When I converted my car over to R-134 it worked great! It would blow 38-40 degrees out of the center vent on the highway crusing.

I replaced my receiver dryer, condensor, and both lines along with all new O-rings.
 
I'm kind of bias on the whole R134 vs Freeze 12 debate, but here's my take on the matter. Freeze 12 does not cool any better or any worse then conventional R134. Here's why. Freeze 12 is 80% 134 and 20% 142 b. The 142 b is the gas in Freeze 12 designed to carry the mineral oil throughout your A/C system. The only advantage of Freeze 12 over R134 is that it's a great alternative for lazy people. Freeze 12 was made to sell to people that were too lazy to change out the mineral oil in their existing R12 System ( But even with Freeze 12 YOU STILL NEED TO CHANGE OUT the Accumulator with R134a compatable unit, replace all the Black O-rings with Green O-rings, and replace the hi level and low level hoses with Barrier Style hoses). When you convert to R134, you have to remove ALL the old mineral oil in the system (since it's not compatable with R134) and replace it with PAG or Ester oil. Since Freeze 12 is 80% R134a (which is not compatable with mineral oil), something is needed to carry the mineral oil. The 20% of 142b used in Freeze 12 carries the mineral oil in the system. But oil is important to the life of the compressor so why try to carry sufficient oil with only 20% of the refrigerant? The other thing to keep in mind is that 142 b has smaller molecules than R134. So if (or when) you develope a leak in a Freeze 12 system the 142 B is the first gas to leak out. Since 142 B is the gas that carries the oil in the system (and now you have none).....you have no oil circulating in the system which will lead to compressor lock-up over a very short period of time.
If it were me. I would do a straight R134 conversion and here's why. 1)Freeze 12 is 80% R134 anyway so why use a "blend" if you can go 100% R-134. 2) Sounds like your already planning on replacing your accumulator, hoses, O-rings, and compressor with R134 compatable units. If so, just flush out the condensor and evaporator to remove the remaining mineral oil and your system will now be ready for PAG oil which is R134 compatable. I'm not trying to sway you one way or another, but I just wanted to make everyone aware that Freeze-12 is not some type of miracle gas capable of R-12 cooling. It's a R134 gas which opperates on mineral oil assuming YOU HAVE NO LEAKS and none of the 142B leaks out. Good Luck with your decession.
 
89 Saleen#455 said:
Duracool is a hydrocarbon which makes it flammable? I wouldn't use that stuff if you gave it to me for free. Just my opinion.
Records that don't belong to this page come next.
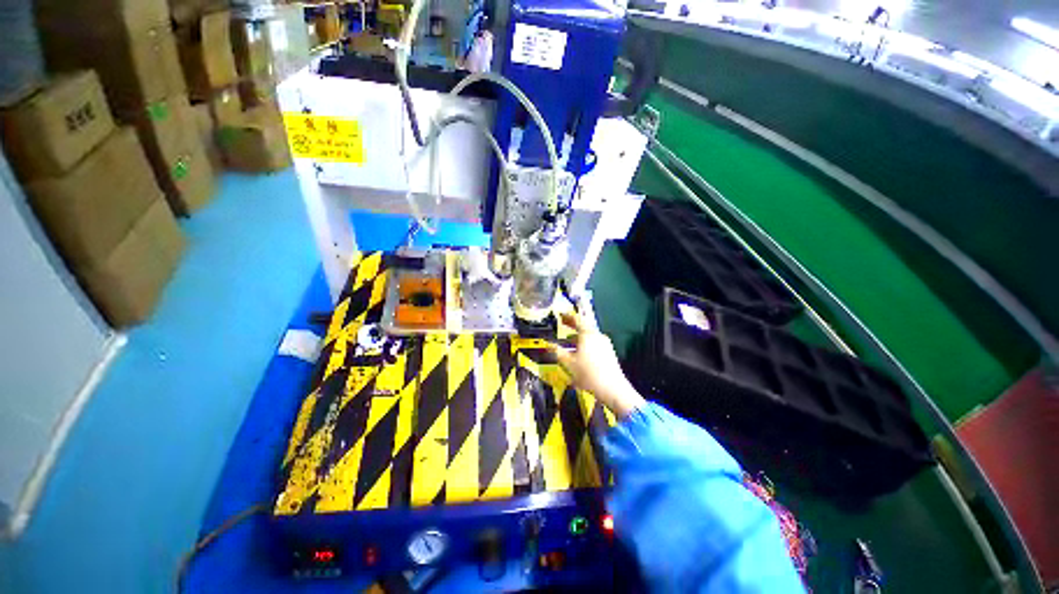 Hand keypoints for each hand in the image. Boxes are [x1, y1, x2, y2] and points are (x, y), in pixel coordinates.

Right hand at [551, 312, 645, 419]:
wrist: (612, 389)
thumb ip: (557, 352)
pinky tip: (579, 352)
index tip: (560, 315)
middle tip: (563, 323)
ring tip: (568, 340)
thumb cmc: (588, 374)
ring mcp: (605, 344)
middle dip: (573, 325)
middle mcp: (598, 336)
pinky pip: (594, 343)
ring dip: (578, 336)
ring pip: (589, 336)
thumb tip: (549, 345)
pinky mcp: (609, 353)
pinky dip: (585, 343)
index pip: (577, 319)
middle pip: (584, 326)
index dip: (568, 316)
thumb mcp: (568, 363)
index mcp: (587, 334) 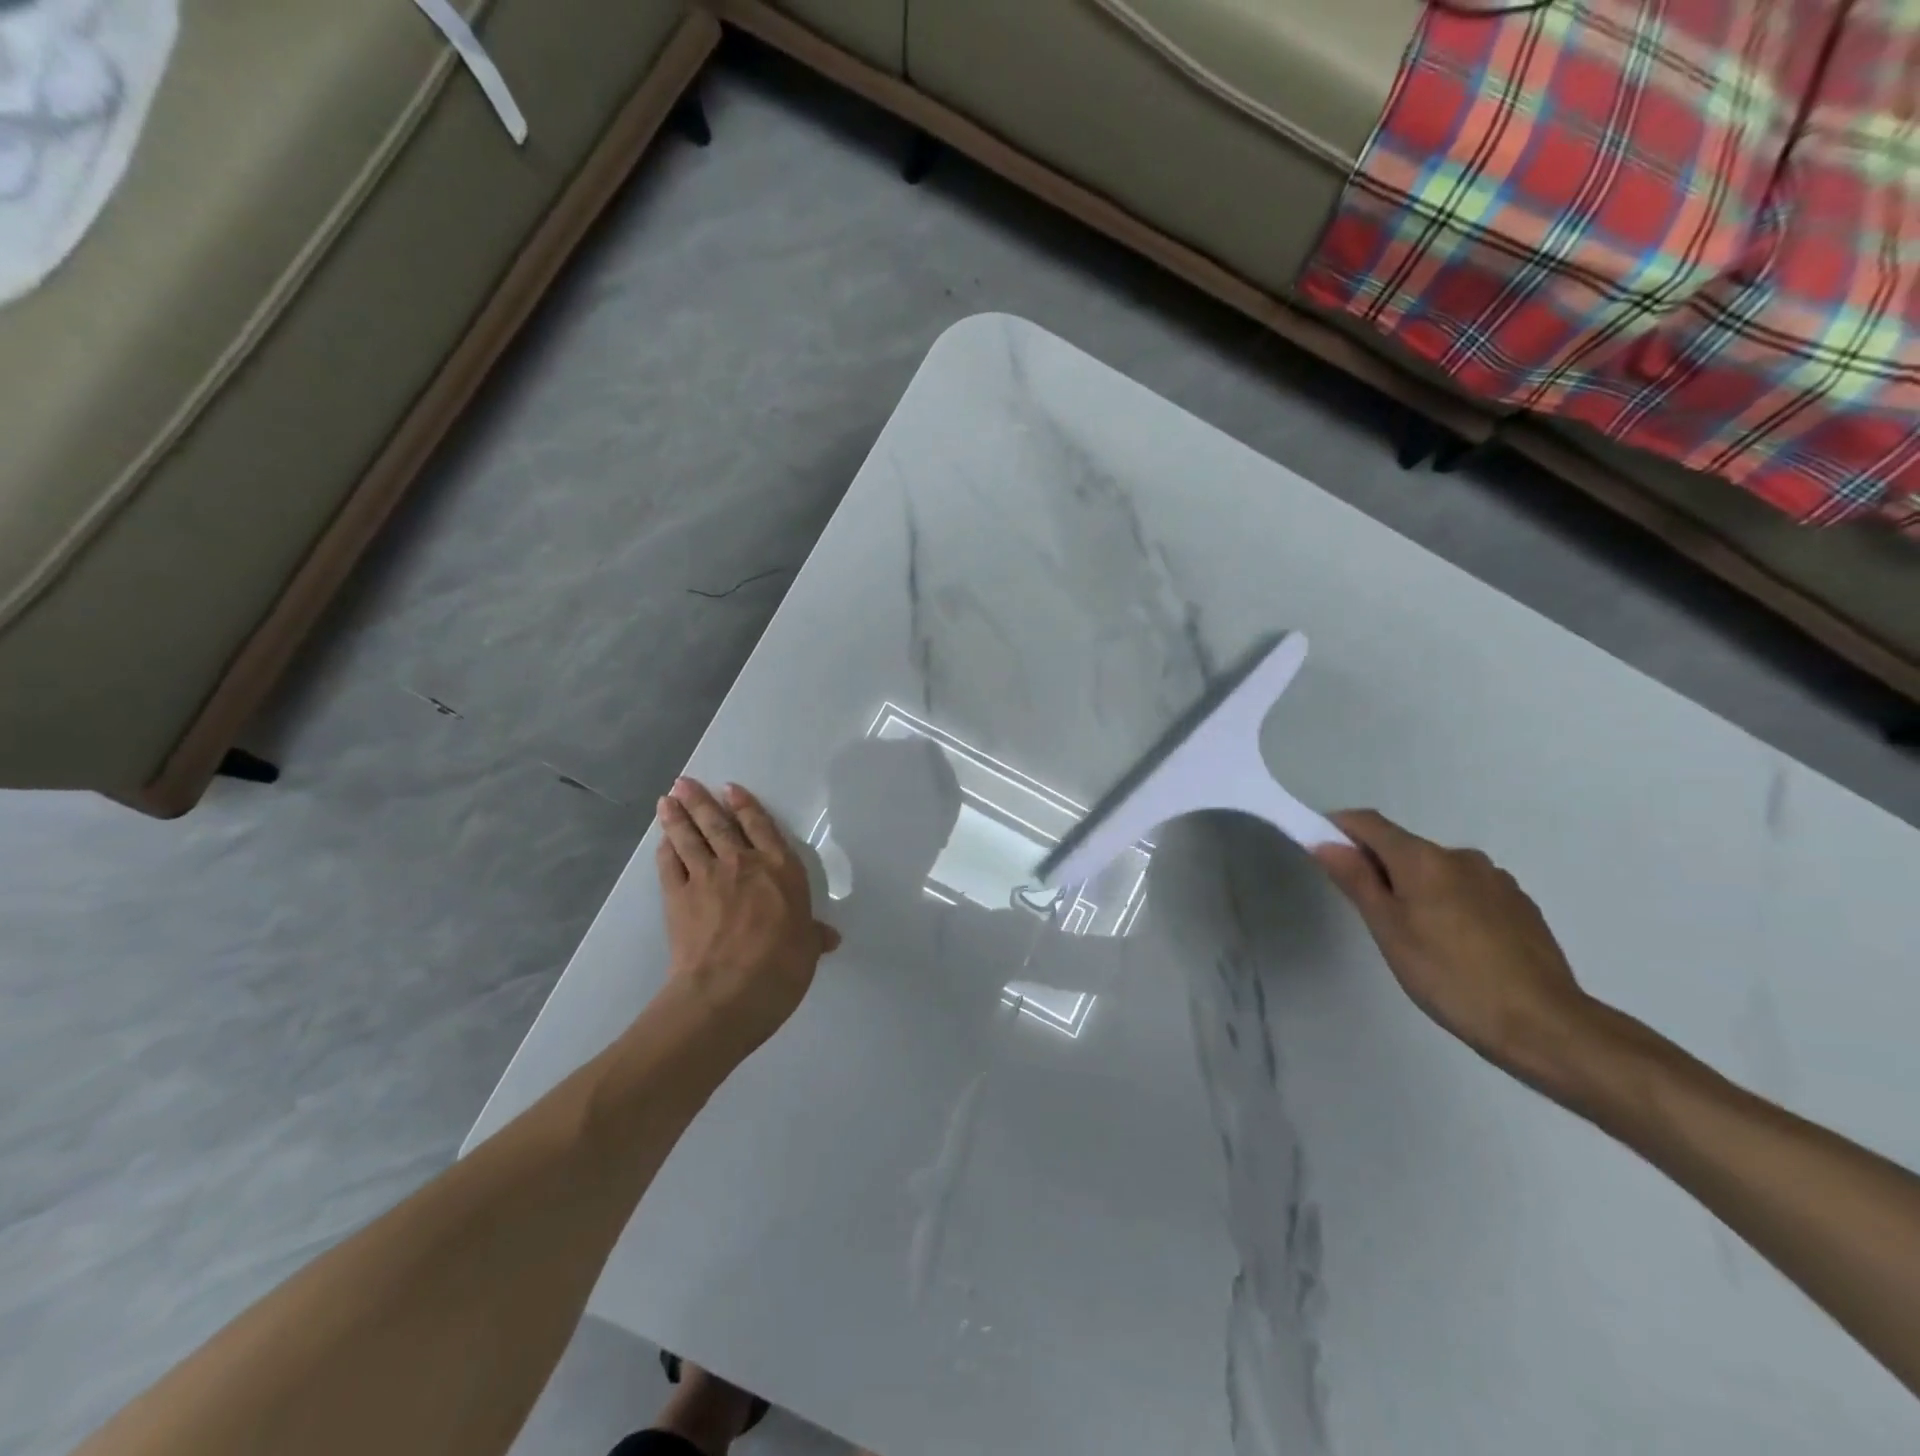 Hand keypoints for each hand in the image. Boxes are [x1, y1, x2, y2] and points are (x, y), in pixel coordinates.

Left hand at [655, 778, 840, 1043]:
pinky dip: (665, 850)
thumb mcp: (807, 950)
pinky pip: (670, 865)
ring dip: (677, 817)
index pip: (762, 827)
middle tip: (684, 782)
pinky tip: (662, 841)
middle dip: (701, 801)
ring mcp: (707, 877)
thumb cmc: (780, 967)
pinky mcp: (678, 897)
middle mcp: (743, 864)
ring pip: (690, 838)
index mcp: (780, 870)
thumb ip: (813, 936)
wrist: (728, 991)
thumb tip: (829, 937)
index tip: (730, 789)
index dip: (746, 806)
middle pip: (719, 824)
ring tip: (667, 798)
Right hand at [1313, 810, 1593, 1078]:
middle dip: (1379, 868)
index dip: (1339, 828)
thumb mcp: (1388, 929)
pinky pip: (1468, 890)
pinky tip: (1456, 946)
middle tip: (1369, 913)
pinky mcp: (1520, 905)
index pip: (1369, 823)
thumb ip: (1356, 880)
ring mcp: (1496, 879)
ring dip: (1416, 887)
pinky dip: (1449, 903)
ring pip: (1438, 870)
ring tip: (1416, 937)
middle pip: (1404, 847)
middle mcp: (1460, 856)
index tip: (1322, 851)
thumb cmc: (1449, 976)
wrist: (1543, 1024)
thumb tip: (1326, 841)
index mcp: (1423, 858)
I was wondering how Duracool was getting away with some of their statements until I saw they were located in Canada. Last I heard the EPA made it illegal to use flammable refrigerants in MVAC applications in the US.
 
89 Saleen#455 said:
Duracool is a hydrocarbon which makes it flammable? I wouldn't use that stuff if you gave it to me for free. Just my opinion.

Doesn`t sound good.I haven`t looked closely at it,so I`m unaware of the technical side.I hear it mentioned once in a while,so I was curious about the "real deal" on this stuff.
 
PuterAmI said:
Yeah, but is this really a bad thing?
Gasoline is also flammable (duh). No one gives it a thought at all these days.

Good point!!!I haven`t personally heard of any problems with Duracool,unless I`ve missed them.
 
PuterAmI said:
Yeah, but is this really a bad thing?
Gasoline is also flammable (duh). No one gives it a thought at all these days.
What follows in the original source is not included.